**TASK DESCRIPTION:**
Could you retype exactly the lines running from the line with "pinky pip: (297, 311)" to the end of the data, both included, and nothing else?

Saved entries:
BEGIN
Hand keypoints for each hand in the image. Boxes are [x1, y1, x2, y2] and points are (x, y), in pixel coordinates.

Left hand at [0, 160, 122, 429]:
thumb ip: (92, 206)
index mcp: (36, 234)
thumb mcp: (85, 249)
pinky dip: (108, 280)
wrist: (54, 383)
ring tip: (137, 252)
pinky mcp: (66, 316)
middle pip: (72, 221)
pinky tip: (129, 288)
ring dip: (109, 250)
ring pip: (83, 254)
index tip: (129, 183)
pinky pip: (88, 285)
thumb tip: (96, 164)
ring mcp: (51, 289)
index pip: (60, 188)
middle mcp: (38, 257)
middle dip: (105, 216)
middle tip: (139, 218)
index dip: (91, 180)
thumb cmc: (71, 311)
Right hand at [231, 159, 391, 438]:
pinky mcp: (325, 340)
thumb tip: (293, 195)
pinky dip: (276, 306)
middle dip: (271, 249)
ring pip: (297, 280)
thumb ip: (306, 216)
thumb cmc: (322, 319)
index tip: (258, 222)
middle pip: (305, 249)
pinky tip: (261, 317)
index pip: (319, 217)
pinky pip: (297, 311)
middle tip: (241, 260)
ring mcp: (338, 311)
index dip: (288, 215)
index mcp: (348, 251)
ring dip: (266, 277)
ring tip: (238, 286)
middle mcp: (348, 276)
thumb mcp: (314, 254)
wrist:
END
**YOUR RESPONSE:**
pinky pip: (297, 311)
middle tip: (241, 260)
ring mcp: (338, 311)
index dip: (288, 215)
index mcp: (348, 251)
ring dip: (266, 277)
ring tip: (238, 286)
middle mcp: (348, 276)
thumb mcp: (314, 254)
wrist:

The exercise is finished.